Is someone cheating?

Here's a great phrase a friend of mine likes to use:
Assume Positive Intentions

If you go through the day under the premise that people basically aren't jerks, you'll be a lot happier.

Granted, people cheat. People especially cheat to get their darlings the gold ring.

Just ask Honey Boo Boo.
 
Here's a question from a reader:
I was wondering whether a skater who had taken her pre pre Free Skate test in January could compete at a lower level after her test results are posted by USFS. She took the test in January, and the competition was in March.  She is competing at the next competition at no test again, against my daughter's friend. Should I report her?
 Well, no.

Don't report her.

First of all, don't get involved in someone else's fight. Second of all, assume positive intentions.

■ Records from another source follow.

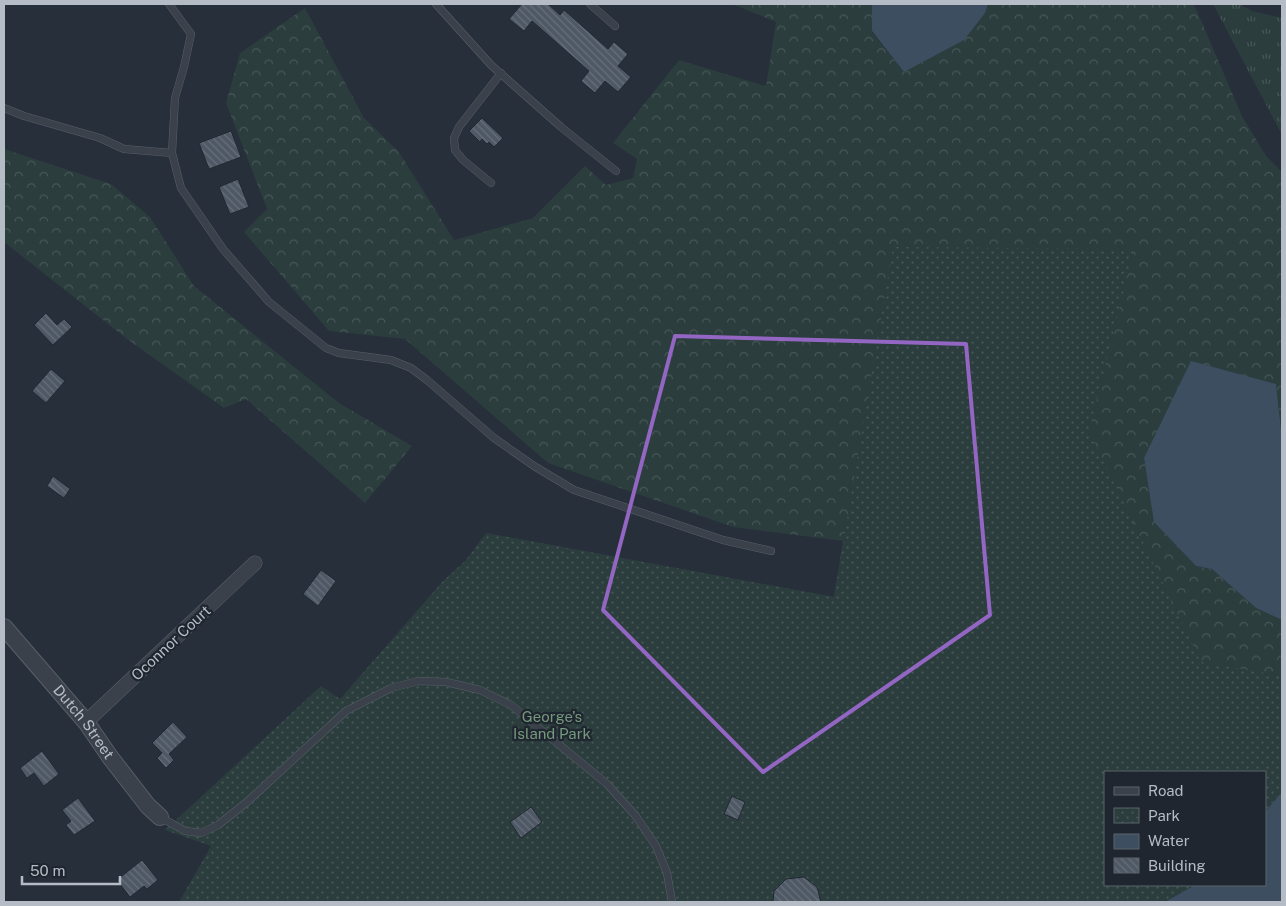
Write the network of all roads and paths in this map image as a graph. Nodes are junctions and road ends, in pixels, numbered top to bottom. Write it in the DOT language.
graph roads {
  1 [pos="168,4"];
  2 [pos="436,4"];
  3 [pos="590,4"];
  4 [pos="615,26"];
  5 [pos="501,73"];
  6 [pos="4,108"];
  7 [pos="172,152"];
  8 [pos="616,171"];
  9 [pos="491,182"];
  10 [pos="771,551"];
  11 [pos="255,563"];
  12 [pos="4,627"];
  13 [pos="86,722"];
  14 [pos="160,817"];
  15 [pos="672,902"];
  1 -- 7 [label="lane"];
  2 -- 5 [label="lane"];
  3 -- 4 [label="lane"];
  5 -- 8 [label="lane"];
  5 -- 9 [label="lane"];
  6 -- 7 [label="lane"];
  7 -- 10 [label="lane"];
  11 -- 13 [label="street, Oconnor Court"];
  12 -- 13 [label="street, Dutch Street"];
  13 -- 14 [label="street, Dutch Street"];
  14 -- 15 [label="lane"];
}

In a situation like this, you can contact the club that is running the competition and ask for a clarification of the rules. Note I don't say- "tell them someone is cheating and here is why." Just ask what the rules are.  In the case above, it may be that the application and the test just crossed in the mail, it may be that the club had to combine events or age groups because of under-enrollment. What is NOT happening is cheating, because it simply doesn't happen in this way, plus cheating at all at USFS competitions is vanishingly rare, especially at the non-qualifying level. The more common "cheat" is for coaches to sandbag their kids--not allow them to test so that they can compete and win at the no test levels. If this skater is testing, then she is doing it right.

Don't forget that clubs are run by volunteers. Mistakes happen, rule misapplication happens, and kids win (and lose) competitions for all sorts of reasons that have nothing to do with their actual test level.

The worst thing you can do is worry about who is winning non-quals. They don't count. Their purpose is to give kids experience at competing, and apparent unfairness of this sort is exactly the kind of situation that strengthens them for when they go to the "show."

The only thing a parent should be worrying about  at competitions (and this includes the show!) is whether the kid got enough rest, enough food, enough lead time at the site, and has all her/his stuff in their skating bag.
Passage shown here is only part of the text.